Six days after the Senate passed the House bill and one day before the President signed the bill into law on July 27, the Judiciary Committee "Report" on its version of the bill was filed. (39) Not only was a presidential "stick" instrumental in propelling the House bill to passage in the Senate, but the unprecedented character of the after-the-fact committee report strongly suggests that the opportunity to alter the Senate Report provided a carrot that appeased some of the Senate Republicans who had reservations. In fact, despite a unanimous vote on the Senate bill both in the committee and on the floor, only half of the eighteen members of the Judiciary Committee- all of whom were Republicans-signed on to the Report. (40) The final draft of the Report itself was not circulated to Democratic senators on the Committee until the day the President signed the bill into law. (41) In their "additional views" included with the Report, the Democrats on the Committee emphasized, "We object and do not subscribe to this Committee Report ... which ... has become a very different document than the draft Report circulated by the Chairman on July 24, 2006." (42)

The evolution of the Senate Judiciary Committee Report offers the best window into the fragility of the political compromise that undergirds the new VRA and the basic disagreement that exists concerning its key provision. It also provides a unique case study in the self-conscious manipulation of legislative history for partisan ends and the shadow cast on the legislative bargaining process by the Supreme Court's recent federalism precedents. Moreover, given the importance the Court has attributed to legislative history in previous reauthorizations-namely, the centrality of the "Senate Factors" to the Court's subsequent interpretation of the 1982 Amendments to the VRA (43)--the unique character and procedural background of the Committee Report should cause concern regarding how courts or the Department of Justice (DOJ) might apply the law in concrete cases.

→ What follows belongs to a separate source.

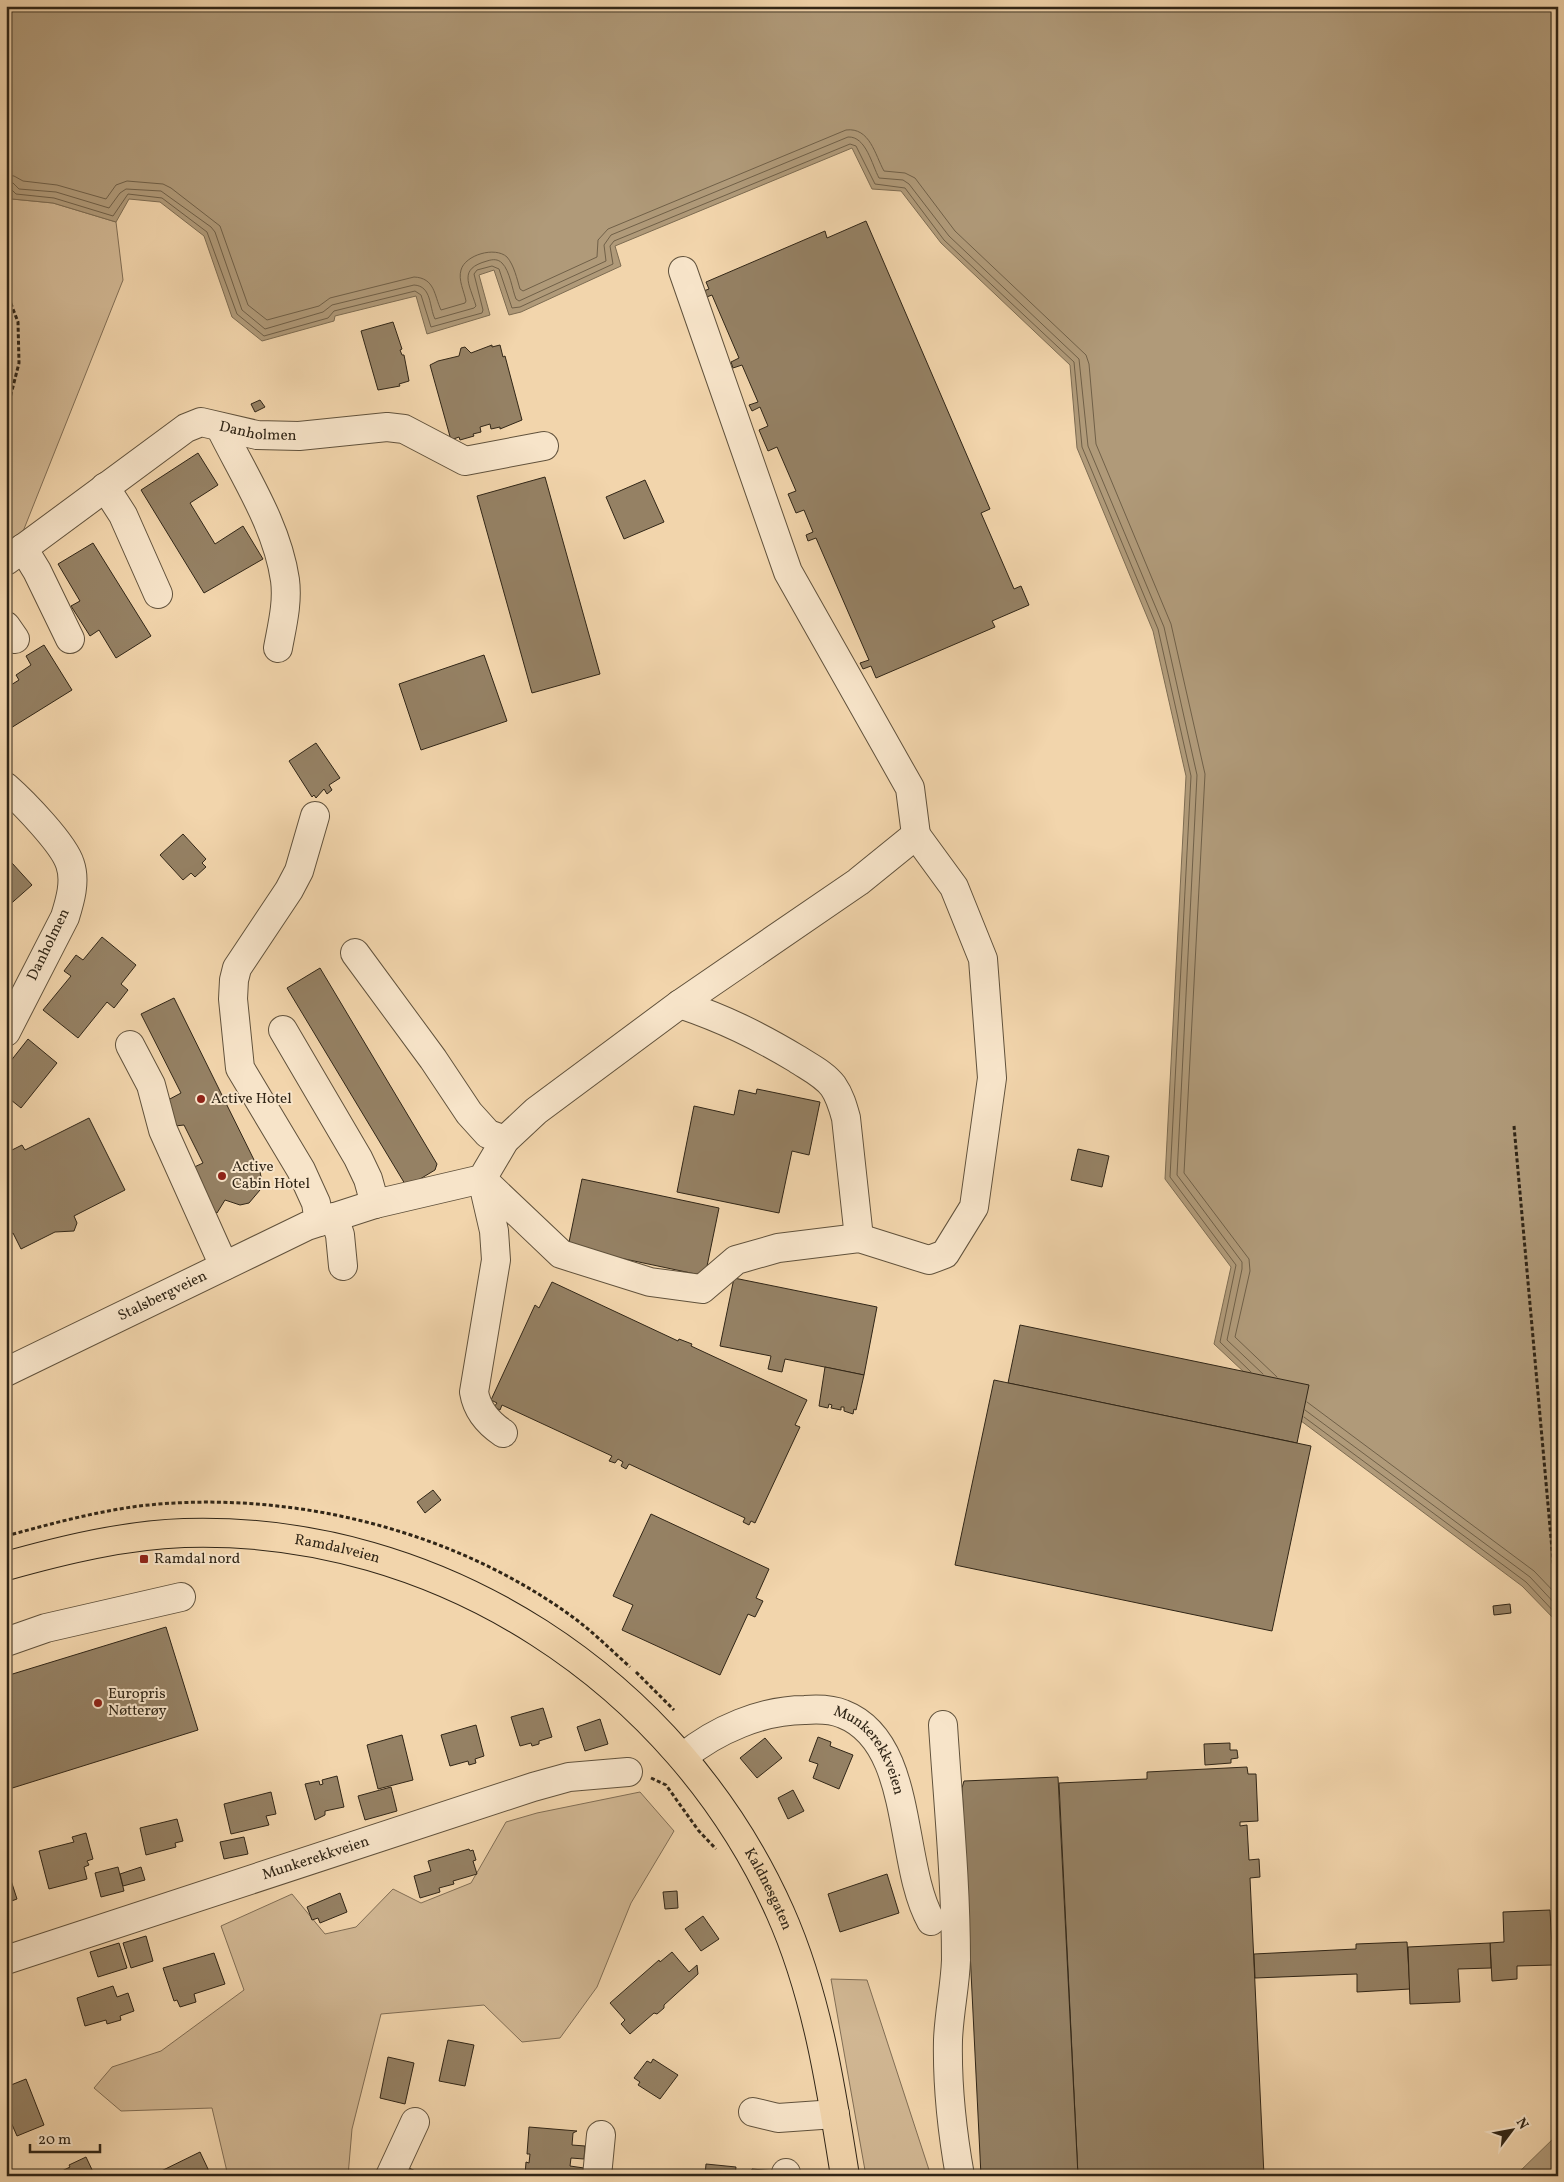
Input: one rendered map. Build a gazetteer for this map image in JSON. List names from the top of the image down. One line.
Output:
{"streets":{"main road":["Ramdalveien","Kaldnesgaten"],"street":["Danholmen","Stalsbergveien","Munkerekkveien"]},"crossings":[["Ramdalveien","Kaldnesgaten"],["Munkerekkveien","Kaldnesgaten"]],"places":{"other":["Active Hotel","Active Cabin Hotel","Europris Nøtterøy"],"transit":["Ramdal nord"]},"scale_bar":"20 m","north":"top right"}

The hope of supporters of reauthorization was that the Senate Report would take the form of the House Report. Akin to a lawyer's brief, it would present the legislative record as unambiguously supporting reauthorization, and as providing substantial evidence to support its constitutionality. To do so, the Report would need to credit the damning examples of voting rights violations in covered jurisdictions and interpret the previous twenty-five years of experience under section 5 as demonstrating the VRA's continued utility. The proposed "Statement of Joint Views of Senate Judiciary Committee Members," which the Committee Democrats originally crafted but never released, did exactly that. (44) It is unsurprising that the Republican members of the Committee could not sign onto this "Statement of Joint Views." As is clear from the final product, the Republicans did not want to condemn the covered jurisdictions with as broad and resounding a declaration as did the House Committee. They also disagreed fundamentally with the Democrats' interpretation of the retrogression standard (45) and wanted to provide what they considered to be a more balanced view of the record, which would place greater emphasis on voting rights progress. The final Report bears no resemblance to the initial "Statement of Joint Views."

In their additional views in the final Report, the Democrats summarized their objections as follows: "we must register our disappointment that this Report does not reflect our views or those of scores of other cosponsors, does not properly describe the record supporting our bill, and does not fully endorse the bill we introduced and sponsored...." (46) The Democrats objected both to the body of the Report and to the additional views from Senators John Kyl, Tom Coburn, and John Cornyn. (47) The body of the Report (as well as the additional views of Senator Kyl) proffered a specific view of the new retrogression standard that protected only "naturally occurring majority-minority districts." (48) Many Democrats consider this interpretation of the central provision of the bill to be counter to their political interests, (49) if not subversive of the goal of protecting all kinds of districts (so-called influence or coalition districts) in which minorities usually constitute less than half of the district's voting population, but can nevertheless influence the outcome of an election. (50) There was a risk, expressed by some who testified at the hearings, that protecting the ability of minorities to elect their "preferred candidate of choice" would mean protecting their ability to elect Democrats, given that minorities tend to favor Democrats. (51) As described in greater detail below, the new retrogression standard can be seen as entrenching either Republican or Democratic gerrymanders depending on which types of districts it protects and which types of interdistrict population tradeoffs it prevents. The Republicans maintain that the law prevents minority population reductions in majority-minority districts and only in those districts. The Democrats would allow the unpacking of some such districts but would also protect certain minority-minority districts that elect minority-preferred candidates. (52)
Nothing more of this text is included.